Re: Turniej Forumowiczów TF'2018 (24.11.2018)

Organizacyjnie i "atmosferycznie" było świetnie! Nikt nie zawiódł a humory dopisywały :)
Obrazek

Obiekt fajny. Jedyna uwaga to na korcie nr 2 dużo mączki a linie końcowe nieco w dołku. No i tylko jedna toaleta przy recepcji powodowała pewnie zatory ;)
Obrazek

Co do naszych gier to jeszcze napiszę - na teraz to nieźle czuję w kościach te 5 setów które rozegrałem...
Awatar użytkownika
PIOTR69
Senior
Senior
Posty: 2273
Rejestracja: 10 lut 2008, 09:56
Lokalizacja: Aleksandrów Ł.

Re: Turniej Forumowiczów TF'2018 (24.11.2018)

Fajnie było znowu się spotkać. Grono nieliczne, ale jakże śliczne :::yay::: . Dzięki za zorganizowanie tego spotkania i chęć przybycia. Myślę, że każdy mile spędził czas. Starałem się walczyć jak mogłem, serducho do walki jeszcze jest, ale brakuje trochę zdrowia i pewnie umiejętności. Prawie udało mi się urwać gema Jackowi( mentalnie sobie go przyznałem, co wszyscy słyszeli rotfl ). Powalczyłem ze Scudim i odwróciłem przegrany mecz z Driverem. Z Rogerem wygraliśmy prestiżowy debel z Lechem i Driverem. Dziękuję raz jeszcze za gierki i równie mocno za pogaduchy. :::gd:::
Obrazek
NTRP 3.14
Tenis - I love this game!
Awatar użytkownika
Lechu67
Obywatel Forum
Obywatel Forum
Posty: 923
Rejestracja: 2 sty 2011, 19:27
Lokalizacja: Ryki

Re: Turniej Forumowiczów TF'2018 (24.11.2018)

No to trochę ode mnie.
Patrząc na listę uczestników nie robiłem sobie wielkich nadziei, tym bardziej że raczej forma szła w dół (w czwartek przegrałem z kolegą 60+) :/ .
Trafiłem do Grupy z Rogerem, Hohvar’em i Rafbat’em więc szanse na wyjście zerowe.
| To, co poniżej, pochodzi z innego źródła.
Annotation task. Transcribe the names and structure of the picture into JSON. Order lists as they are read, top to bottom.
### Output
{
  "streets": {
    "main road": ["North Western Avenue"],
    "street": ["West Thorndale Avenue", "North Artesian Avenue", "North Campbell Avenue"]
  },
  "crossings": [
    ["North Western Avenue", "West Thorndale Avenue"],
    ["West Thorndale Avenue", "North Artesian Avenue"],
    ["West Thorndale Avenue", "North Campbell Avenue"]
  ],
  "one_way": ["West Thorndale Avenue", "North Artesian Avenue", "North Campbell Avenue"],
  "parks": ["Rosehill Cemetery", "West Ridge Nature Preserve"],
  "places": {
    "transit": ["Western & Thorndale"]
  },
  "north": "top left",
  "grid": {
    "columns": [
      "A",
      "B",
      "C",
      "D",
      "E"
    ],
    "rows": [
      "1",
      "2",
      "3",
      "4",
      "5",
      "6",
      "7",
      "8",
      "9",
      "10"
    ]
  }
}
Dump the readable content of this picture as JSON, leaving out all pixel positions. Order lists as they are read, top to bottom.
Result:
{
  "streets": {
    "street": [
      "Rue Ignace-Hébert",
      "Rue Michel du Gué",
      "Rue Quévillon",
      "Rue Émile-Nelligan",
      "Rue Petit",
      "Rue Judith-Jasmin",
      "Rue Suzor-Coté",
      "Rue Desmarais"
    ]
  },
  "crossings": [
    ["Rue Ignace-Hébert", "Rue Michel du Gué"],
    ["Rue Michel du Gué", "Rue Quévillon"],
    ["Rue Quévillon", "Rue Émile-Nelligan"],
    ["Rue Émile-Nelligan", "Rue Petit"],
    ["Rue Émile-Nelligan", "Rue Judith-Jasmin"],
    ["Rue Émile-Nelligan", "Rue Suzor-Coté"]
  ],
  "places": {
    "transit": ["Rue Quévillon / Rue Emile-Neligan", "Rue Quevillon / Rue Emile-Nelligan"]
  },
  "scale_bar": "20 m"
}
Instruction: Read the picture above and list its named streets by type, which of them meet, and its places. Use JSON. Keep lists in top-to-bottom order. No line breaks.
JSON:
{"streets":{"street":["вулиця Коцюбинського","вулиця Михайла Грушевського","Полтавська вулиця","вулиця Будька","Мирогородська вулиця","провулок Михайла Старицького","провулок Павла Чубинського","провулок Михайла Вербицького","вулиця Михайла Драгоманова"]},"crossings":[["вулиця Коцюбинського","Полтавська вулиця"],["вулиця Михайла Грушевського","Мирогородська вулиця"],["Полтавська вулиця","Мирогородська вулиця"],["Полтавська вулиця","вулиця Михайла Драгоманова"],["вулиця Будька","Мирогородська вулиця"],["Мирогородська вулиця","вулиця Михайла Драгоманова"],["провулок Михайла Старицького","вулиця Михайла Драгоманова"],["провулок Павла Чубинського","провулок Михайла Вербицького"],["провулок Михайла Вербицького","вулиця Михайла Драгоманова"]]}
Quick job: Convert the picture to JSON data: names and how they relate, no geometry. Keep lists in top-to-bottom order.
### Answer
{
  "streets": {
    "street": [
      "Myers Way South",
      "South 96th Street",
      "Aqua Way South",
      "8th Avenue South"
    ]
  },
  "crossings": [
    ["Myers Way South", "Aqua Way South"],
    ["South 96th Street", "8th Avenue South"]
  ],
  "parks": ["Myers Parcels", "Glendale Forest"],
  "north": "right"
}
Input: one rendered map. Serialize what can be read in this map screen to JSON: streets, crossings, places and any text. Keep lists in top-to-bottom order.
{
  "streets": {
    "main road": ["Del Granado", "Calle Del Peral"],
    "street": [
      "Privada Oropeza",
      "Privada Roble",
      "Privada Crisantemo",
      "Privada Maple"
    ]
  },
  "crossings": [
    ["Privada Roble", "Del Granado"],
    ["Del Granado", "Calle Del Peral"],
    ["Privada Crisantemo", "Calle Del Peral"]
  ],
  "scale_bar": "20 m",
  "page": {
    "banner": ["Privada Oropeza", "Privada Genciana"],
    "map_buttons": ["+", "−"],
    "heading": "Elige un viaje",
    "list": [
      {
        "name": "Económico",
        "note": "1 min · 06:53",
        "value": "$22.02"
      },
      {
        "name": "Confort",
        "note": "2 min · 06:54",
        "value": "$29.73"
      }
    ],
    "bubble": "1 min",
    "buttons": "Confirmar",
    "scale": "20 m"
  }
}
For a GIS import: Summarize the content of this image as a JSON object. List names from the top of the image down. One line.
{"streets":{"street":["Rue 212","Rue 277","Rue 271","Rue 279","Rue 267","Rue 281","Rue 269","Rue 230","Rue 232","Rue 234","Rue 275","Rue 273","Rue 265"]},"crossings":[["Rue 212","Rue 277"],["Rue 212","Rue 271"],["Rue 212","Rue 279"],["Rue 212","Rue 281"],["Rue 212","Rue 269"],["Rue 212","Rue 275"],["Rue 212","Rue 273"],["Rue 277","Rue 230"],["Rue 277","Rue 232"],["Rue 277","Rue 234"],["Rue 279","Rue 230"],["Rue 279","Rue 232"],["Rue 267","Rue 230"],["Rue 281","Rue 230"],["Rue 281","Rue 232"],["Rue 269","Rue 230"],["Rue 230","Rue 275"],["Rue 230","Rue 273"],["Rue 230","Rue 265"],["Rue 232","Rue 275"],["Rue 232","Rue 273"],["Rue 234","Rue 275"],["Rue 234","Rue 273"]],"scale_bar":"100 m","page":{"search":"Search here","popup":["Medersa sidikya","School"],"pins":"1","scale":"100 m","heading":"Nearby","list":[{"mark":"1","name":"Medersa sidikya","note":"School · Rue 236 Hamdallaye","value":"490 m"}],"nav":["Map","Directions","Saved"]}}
Nie to bym się załamywał, fajnie zagrać ze lepszymi, zawsze czegoś się człowiek nauczy.
1 mecz z Rafbat’em.
Najpierw naściemniał, że nie grał 3 miechy, zmienił rakietę, naciąg i uchwyt – teoretycznie nie powinien trafiać w kort. Niestety trafiał :dvl(: i to głównie przy liniach bocznych i końcowej :dvl(: . Cieszyłem się jak dziecko z wygrania pierwszego gema :::yay::: przy 0:2. Później wyszarpałem jeszcze 2 gema i skończyło się na 2:6, więc wykonałem 200% normy. Rafbat robił w meczu ze mną bardzo straszliwie mało błędów, a ja nadrabiałem żeby właściwa średnia wyszła :rolleyes: .
Jeśli Rafbat nie ściemniał to potwierdza się moja teoria co do tego, że 1 mecz po długiej przerwie wychodzi bardzo dobrze, przynajmniej przeciwko mnie.
2 mecz z Hohvar’em.
Pamiętając mecz finałowy Hohvara z JCz z ubiegłego Tf-a, marzyłem tylko żeby pograć jak najdłużej, na zdobycze gemowe nie liczyłem. Rafbat prosił mnie tylko , żeby trochę podmęczył Hohvar'a przed ich wzajemnym meczem. Ponieważ pauzowałem przed meczem z Hohvarem to na kort wyszedłem sztywny, ale Hohvar’a chyba też usztywniła konieczność wygrania ze mną i udało mi się wyrwać 4 gemy (4:6). Więc u Rafbatam teoretycznie mam 4 burgery :D :wink: , jednak podmęczenie Hohvara nie pomogło Rafbatowi w ich pojedynku.
3 mecz z Rogerem.
To już był mecz pod presją bo siły wyrównane. Roger od razu mnie przełamał, pierwsze przejście 1:2. Odrobiłem na 3:2 i miałem już 5:2, ale Roger nie chciał się od razu poddać i skończyło się 6:3. Wreszcie robiłem mniej błędów.
Potem tradycyjnie zagraliśmy debelka czyli Yonex Team (Ja i Driver) kontra Łódź (Roger i Piotr69).
Zaczęliśmy z dużą dawką optymizmu i wyszliśmy na 5:2, no i pomyśleliśmy że już set się sam wygra. Wdaliśmy się w szachowe gierki i umoczyliśmy 5:7 :/ .
W drugim secie postanowiliśmy grać odważniej, mocniej, po swojemu i wygraliśmy chyba 6:2. Zagraliśmy tuż przed końcem czasu jeszcze super Tie-break’a, ale niestety zabrakło trochę szczęścia a i chłopaki z Łodzi wykorzystali swoje większe doświadczenie deblowe i skończyło się chyba 8:10 lub 7:10.
Rewanż na pewno będzie, już tego dopilnuję :D .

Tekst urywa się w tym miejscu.